About this task: Repeat each entry below exactly as it stands.

(Task data begins)

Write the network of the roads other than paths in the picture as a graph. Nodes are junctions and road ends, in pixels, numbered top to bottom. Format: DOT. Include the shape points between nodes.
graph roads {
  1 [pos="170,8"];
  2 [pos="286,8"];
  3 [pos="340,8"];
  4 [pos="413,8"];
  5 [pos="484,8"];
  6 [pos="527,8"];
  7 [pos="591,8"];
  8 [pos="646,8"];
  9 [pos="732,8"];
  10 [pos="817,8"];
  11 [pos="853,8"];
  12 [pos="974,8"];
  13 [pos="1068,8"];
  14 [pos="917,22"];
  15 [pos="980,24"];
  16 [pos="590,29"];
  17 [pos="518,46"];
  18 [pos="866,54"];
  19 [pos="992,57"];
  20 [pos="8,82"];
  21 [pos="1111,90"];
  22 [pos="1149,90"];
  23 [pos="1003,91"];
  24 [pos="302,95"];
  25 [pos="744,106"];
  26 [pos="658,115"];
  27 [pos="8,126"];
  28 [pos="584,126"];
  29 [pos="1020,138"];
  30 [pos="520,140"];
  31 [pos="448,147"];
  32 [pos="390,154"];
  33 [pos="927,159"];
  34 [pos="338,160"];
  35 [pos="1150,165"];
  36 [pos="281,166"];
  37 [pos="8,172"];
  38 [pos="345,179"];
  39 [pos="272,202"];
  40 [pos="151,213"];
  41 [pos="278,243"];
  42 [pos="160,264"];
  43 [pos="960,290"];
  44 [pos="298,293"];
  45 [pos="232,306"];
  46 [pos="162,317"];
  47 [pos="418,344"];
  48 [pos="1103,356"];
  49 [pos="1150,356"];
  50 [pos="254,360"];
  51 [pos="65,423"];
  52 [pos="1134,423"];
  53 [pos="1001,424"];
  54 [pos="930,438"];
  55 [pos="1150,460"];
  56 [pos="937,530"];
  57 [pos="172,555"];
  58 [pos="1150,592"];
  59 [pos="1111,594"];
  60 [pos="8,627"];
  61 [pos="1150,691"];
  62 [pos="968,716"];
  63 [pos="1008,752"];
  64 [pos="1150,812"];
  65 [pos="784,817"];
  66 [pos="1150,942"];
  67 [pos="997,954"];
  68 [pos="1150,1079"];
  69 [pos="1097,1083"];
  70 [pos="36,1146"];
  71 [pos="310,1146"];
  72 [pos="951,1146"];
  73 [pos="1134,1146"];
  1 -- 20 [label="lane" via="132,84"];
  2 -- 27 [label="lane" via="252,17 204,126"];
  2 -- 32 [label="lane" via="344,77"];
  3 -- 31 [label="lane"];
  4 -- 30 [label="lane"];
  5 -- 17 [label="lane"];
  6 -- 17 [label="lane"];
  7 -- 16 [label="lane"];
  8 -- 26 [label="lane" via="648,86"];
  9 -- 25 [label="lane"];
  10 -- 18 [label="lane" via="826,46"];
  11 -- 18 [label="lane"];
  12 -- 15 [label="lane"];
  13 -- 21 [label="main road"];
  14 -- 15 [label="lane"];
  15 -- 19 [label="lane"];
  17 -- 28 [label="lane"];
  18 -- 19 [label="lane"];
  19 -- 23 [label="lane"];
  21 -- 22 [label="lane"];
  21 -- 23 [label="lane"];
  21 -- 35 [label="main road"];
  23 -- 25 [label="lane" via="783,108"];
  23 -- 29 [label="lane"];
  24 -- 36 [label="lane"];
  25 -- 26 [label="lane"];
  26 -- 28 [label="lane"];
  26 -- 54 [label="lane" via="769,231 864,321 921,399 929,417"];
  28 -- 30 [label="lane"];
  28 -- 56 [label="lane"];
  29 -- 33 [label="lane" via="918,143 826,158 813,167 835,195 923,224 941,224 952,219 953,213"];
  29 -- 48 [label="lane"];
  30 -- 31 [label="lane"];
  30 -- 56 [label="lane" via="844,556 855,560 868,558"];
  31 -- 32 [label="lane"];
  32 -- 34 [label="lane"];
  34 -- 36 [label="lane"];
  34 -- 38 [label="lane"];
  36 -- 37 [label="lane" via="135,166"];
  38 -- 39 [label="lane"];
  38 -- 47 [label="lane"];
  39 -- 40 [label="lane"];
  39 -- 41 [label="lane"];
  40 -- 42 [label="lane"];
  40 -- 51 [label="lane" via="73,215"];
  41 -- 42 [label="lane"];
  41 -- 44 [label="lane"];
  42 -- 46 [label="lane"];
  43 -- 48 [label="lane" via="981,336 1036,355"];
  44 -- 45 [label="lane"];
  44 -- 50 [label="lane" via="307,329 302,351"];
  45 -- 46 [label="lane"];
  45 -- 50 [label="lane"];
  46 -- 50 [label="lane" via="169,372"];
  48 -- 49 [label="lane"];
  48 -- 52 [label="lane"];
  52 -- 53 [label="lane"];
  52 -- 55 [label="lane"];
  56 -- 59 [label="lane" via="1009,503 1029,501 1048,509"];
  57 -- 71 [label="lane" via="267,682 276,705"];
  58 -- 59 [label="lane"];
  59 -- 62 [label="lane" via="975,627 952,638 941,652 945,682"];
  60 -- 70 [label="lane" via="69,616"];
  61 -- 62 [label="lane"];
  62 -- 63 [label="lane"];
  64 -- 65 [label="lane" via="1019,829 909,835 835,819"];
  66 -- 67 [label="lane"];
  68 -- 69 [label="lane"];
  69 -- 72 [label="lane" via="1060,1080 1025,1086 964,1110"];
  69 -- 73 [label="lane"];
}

(Task data ends)

Solution to the exercise:
Write the network of the roads other than paths in the picture as a graph. Nodes are junctions and road ends, in pixels, numbered top to bottom. Format: DOT. Include the shape points between nodes.
graph roads {
  1 [pos="170,8"];
  2 [pos="286,8"];
  3 [pos="340,8"];
  4 [pos="413,8"];
  5 [pos="484,8"];
  6 [pos="527,8"];
  7 [pos="591,8"];
  8 [pos="646,8"];
  9 [pos="732,8"];
  10 [pos="817,8"];
  11 [pos="853,8"];
  12 [pos="974,8"];
  13 [pos="1068,8"];
  14 [pos="917,22"];
  15 [pos="980,24"];
  16 [pos="590,29"];
  17 [pos="518,46"];
  18 [pos="866,54"];
  19 [pos="992,57"];
  20 [pos="8,82"];
  21 [pos="1111,90"];
  22 [pos="1149,90"];
  23 [pos="1003,91"];
  24 [pos="302,95"];
  25 [pos="744,106"];
  26 [pos="658,115"];
  27 [pos="8,126"];
  28 [pos="584,126"];
  29 [pos="1020,138"];
  30 [pos="520,140"];
  31 [pos="448,147"];
  32 [pos="390,154"];
  33 [pos="927,159"];
  34 [pos="338,160"];
  35 [pos="1150,165"];
  36 [pos="281,166"];
  37 [pos="8,172"];
  38 [pos="345,179"];
  39 [pos="272,202"];
  40 [pos="151,213"];
  41 [pos="278,243"];
  42 [pos="160,264"];
  43 [pos="960,290"];
  44 [pos="298,293"];
  45 [pos="232,306"];
  46 [pos="162,317"];
  47 [pos="418,344"];
  48 [pos="1103,356"];
  49 [pos="1150,356"];
  50 [pos="254,360"];
  51 [pos="65,423"];
  52 [pos="1134,423"];
  53 [pos="1001,424"];
  54 [pos="930,438"];
  55 [pos="1150,460"];
  56 [pos="937,530"];
  57 [pos="172,555"];
  58 [pos="1150,592"];
  59 [pos="1111,594"];
  60 [pos="8,627"];
  61 [pos="1150,691"];
  62 [pos="968,716"];
  63 [pos="1008,752"];
  64 [pos="1150,812"];
  65 [pos="784,817"];
  66 [pos="1150,942"];
  67 [pos="997,954"];
  68 [pos="1150,1079"];
  69 [pos="1097,1083"];
  70 [pos="36,1146"];
  71 [pos="310,1146"];
  72 [pos="951,1146"];
  73 [pos="1134,1146"];
  1 -- 20 [label="lane" via="132,84"];
  2 -- 27 [label="lane" via="252,17 204,126"];
  2 -- 32 [label="lane" via="344,77"];
  3 -- 31 [label="lane"];
  4 -- 30 [label="lane"];
  5 -- 17 [label="lane"];
  6 -- 17 [label="lane"];
  7 -- 16 [label="lane"];
  8 -- 26 [label="lane" via="648,86"];
  9 -- 25 [label="lane"];
  10 -- 18 [label="lane" via="826,46"];
  11 -- 18 [label="lane"];
  12 -- 15 [label="lane"];
  13 -- 21 [label="main road"];
  14 -- 15 [label="lane"];
  15 -- 19 [label="lane"];
  17 -- 28 [label="lane"];
  18 -- 19 [label="lane"];
  19 -- 23 [label="lane"];
  21 -- 22 [label="lane"];
  21 -- 23 [label="lane"];
  21 -- 35 [label="main road"];
  23 -- 25 [label="lane" via="783,108"];
  23 -- 29 [label="lane"];
  24 -- 36 [label="lane"];
  25 -- 26 [label="lane"];
  26 -- 28 [label="lane"];
  26 -- 54 [label="lane" via="769,231 864,321 921,399 929,417"];
  28 -- 30 [label="lane"];
  28 -- 56 [label="lane"];
  29 -- 33 [label="lane" via="918,143 826,158 813,167 835,195 923,224 941,224 952,219 953,213"];
  29 -- 48 [label="lane"];
  30 -- 31 [label="lane"];
  30 -- 56 [label="lane" via="844,556 855,560 868,558"];
  31 -- 32 [label="lane"];
  32 -- 34 [label="lane"];
  34 -- 36 [label="lane"];
  34 -- 38 [label="lane"];
  36 -- 37 [label="lane" via="135,166"];
  38 -- 39 [label="lane"];
  38 -- 47 [label="lane"];
  39 -- 40 [label="lane"];
  39 -- 41 [label="lane"];
  40 -- 42 [label="lane"];
  40 -- 51 [label="lane" via="73,215"];
  41 -- 42 [label="lane"];
  41 -- 44 [label="lane"];
  42 -- 46 [label="lane"];
  43 -- 48 [label="lane" via="981,336 1036,355"];
  44 -- 45 [label="lane"];
  44 -- 50 [label="lane" via="307,329 302,351"];
  45 -- 46 [label="lane"];
  45 -- 50 [label="lane"];
  46 -- 50 [label="lane" via="169,372"];
  48 -- 49 [label="lane"];
  48 -- 52 [label="lane"];
  52 -- 53 [label="lane"];
  52 -- 55 [label="lane"];
  56 -- 59 [label="lane" via="1009,503 1029,501 1048,509"];
  57 -- 71 [label="lane" via="267,682 276,705"];
  58 -- 59 [label="lane"];
  59 -- 62 [label="lane" via="975,627 952,638 941,652 945,682"];
  60 -- 70 [label="lane" via="69,616"];
  61 -- 62 [label="lane"];
  62 -- 63 [label="lane"];
  64 -- 65 [label="lane" via="1019,829 909,835 835,819"];
  66 -- 67 [label="lane"];
  68 -- 69 [label="lane"];
  69 -- 72 [label="lane" via="1060,1080 1025,1086 964,1110"];
  69 -- 73 [label="lane"];
}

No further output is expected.